Finding the Total Area Between the Curve y = x^2 + 2x - 3 and the X-Axis

As an excellent high school mathematics teacher, I'm excited to guide you through the process of finding the total area between the curve y = x^2 + 2x - 3 and the x-axis, for the interval x = -6 to x = 7. We'll also evaluate the integral ∫(-6)^7 f(x) dx and interpret the value in terms of the area.

Visualizing the Curve and the X-Axis

To begin, let's visualize the curve y = x^2 + 2x - 3 and the x-axis on a coordinate plane. The curve is a parabolic function that opens upwards, and the x-axis is the horizontal line at y = 0.

The region of interest is the area bounded by the curve, the x-axis, and the vertical lines at x = -6 and x = 7. This area represents the total area between the curve and the x-axis for the given interval.

Finding the Total Area

To find the total area between the curve and the x-axis, we can use the concept of integration. The area can be calculated by integrating the function f(x) = x^2 + 2x - 3 over the interval [-6, 7].

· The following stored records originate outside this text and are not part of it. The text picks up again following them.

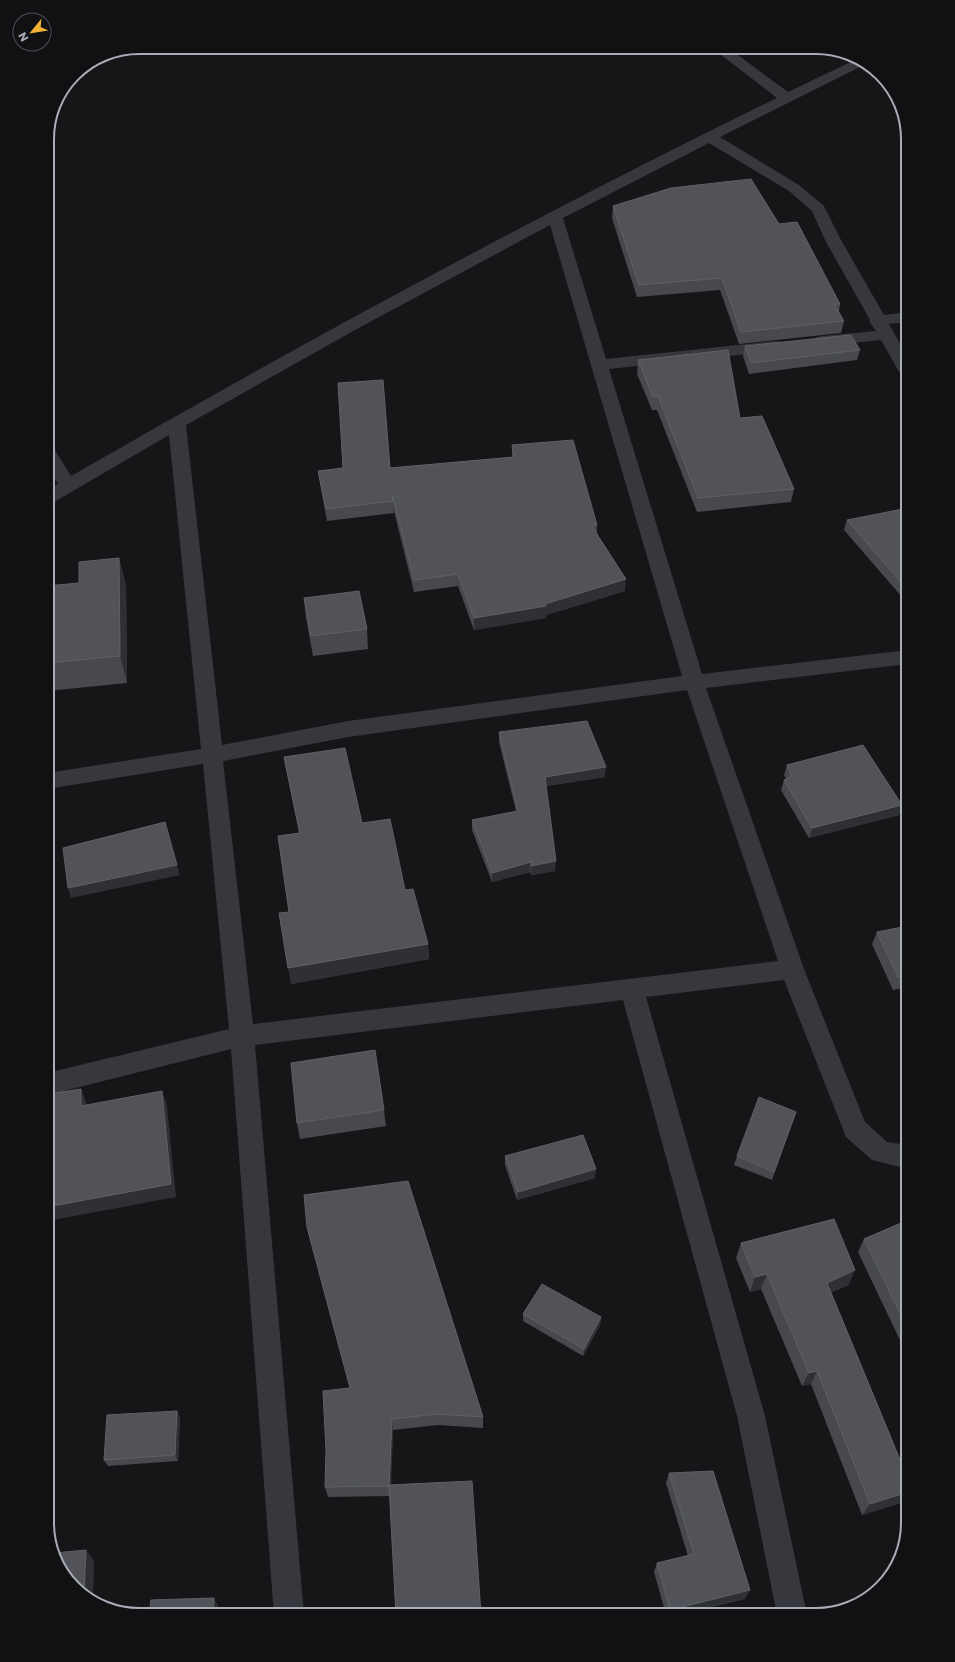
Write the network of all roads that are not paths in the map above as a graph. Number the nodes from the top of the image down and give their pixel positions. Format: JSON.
{"nodes":[{"id":1,"x":727,"y":54,"type":"edge"},
{"id":2,"x":856,"y":64,"type":"edge"},
{"id":3,"x":786,"y":98,"type":"junction"},
{"id":4,"x":710,"y":137,"type":"junction"},
{"id":5,"x":554,"y":217,"type":"junction"},
{"id":6,"x":901,"y":320,"type":"edge"},
{"id":7,"x":881,"y":328,"type":"junction"},
{"id":8,"x":901,"y":361,"type":"edge"},
{"id":9,"x":599,"y":365,"type":"junction"},
{"id":10,"x":177,"y":422,"type":"junction"},
{"id":11,"x":54,"y":463,"type":"edge"},
{"id":12,"x":68,"y":486,"type":"junction"},
{"id":13,"x":54,"y":494,"type":"edge"},
{"id":14,"x":901,"y":658,"type":"edge"},
{"id":15,"x":694,"y":682,"type":"junction"},
{"id":16,"x":211,"y":755,"type":"junction"},
{"id":17,"x":54,"y":780,"type":"edge"},
{"id":18,"x":792,"y":969,"type":"junction"},
{"id":19,"x":632,"y":989,"type":"junction"},
{"id":20,"x":242,"y":1036,"type":"junction"},
{"id":21,"x":54,"y":1082,"type":"edge"},
{"id":22,"x":901,"y":1156,"type":"edge"},
{"id":23,"x":288,"y":1608,"type":"edge"},
{"id":24,"x":791,"y":1608,"type":"edge"}],
"edges":[{"from":1,"to":3,"type":"street"},
{"from":2,"to":3,"type":"street"},
{"from":3,"to":4,"type":"street"},
{"from":4,"to":5,"type":"street"},
{"from":4,"to":7,"type":"street"},
{"from":5,"to":9,"type":"street"},
{"from":5,"to":10,"type":"street"},
{"from":6,"to":7,"type":"street"},
{"from":7,"to":8,"type":"street"},
{"from":7,"to":9,"type":"street"},
{"from":9,"to":15,"type":"street"},
{"from":10,"to":12,"type":"street"},
{"from":10,"to":16,"type":"street"},
{"from":11,"to":12,"type":"street"},
{"from":12,"to":13,"type":"street"},
{"from":14,"to":15,"type":"street"},
{"from":15,"to":16,"type":"street"},
{"from":15,"to":18,"type":"street"},
{"from":16,"to":17,"type":"street"},
{"from":16,"to":20,"type":"street"},
{"from":18,"to":19,"type":"street"},
{"from":18,"to":22,"type":"street"},
{"from":19,"to":20,"type":"street"},
{"from":19,"to":24,"type":"street"},
{"from":20,"to":21,"type":"street"},
{"from":20,"to":23,"type":"street"}]}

The formula for the area is:

Area = ∫(-6)^7 f(x) dx

Where f(x) = x^2 + 2x - 3.

To evaluate the integral, we can use the power rule of integration:

∫x^n dx = (x^(n+1))/(n+1) + C

Applying the power rule to our function, we get:

∫(-6)^7 (x^2 + 2x - 3) dx = ∫(-6)^7 x^2 dx + ∫(-6)^7 2x dx - ∫(-6)^7 3 dx

Evaluating each integral:

1. ∫(-6)^7 x^2 dx = (x^3)/3 |(-6)^7 = (7^3 - (-6)^3)/3 = 343 - (-216)/3 = 186
2. ∫(-6)^7 2x dx = 2(x^2/2) |(-6)^7 = 2(7^2 - (-6)^2)/2 = 98 - 72 = 26
3. ∫(-6)^7 3 dx = 3(x) |(-6)^7 = 3(7 - (-6)) = 39

Substituting these values, we get:

Area = 186 + 26 - 39 = 173

Therefore, the total area between the curve y = x^2 + 2x - 3 and the x-axis, for the interval x = -6 to x = 7, is 173 square units.

Interpreting the Integral Value

The integral ∫(-6)^7 f(x) dx represents the signed area under the curve y = x^2 + 2x - 3 over the interval [-6, 7]. The value of the integral, 173, is the net area between the curve and the x-axis.

This value can be interpreted as follows:

• The positive area above the x-axis is the area where the curve is above the x-axis, which corresponds to the region where y = x^2 + 2x - 3 > 0.
• The negative area below the x-axis is the area where the curve is below the x-axis, which corresponds to the region where y = x^2 + 2x - 3 < 0.
• The net area, 173, is the difference between the positive area and the negative area.

In other words, the integral ∫(-6)^7 f(x) dx gives us the total area between the curve and the x-axis, taking into account both the positive and negative regions. This value can be used to understand the overall behavior of the function and its relationship with the x-axis.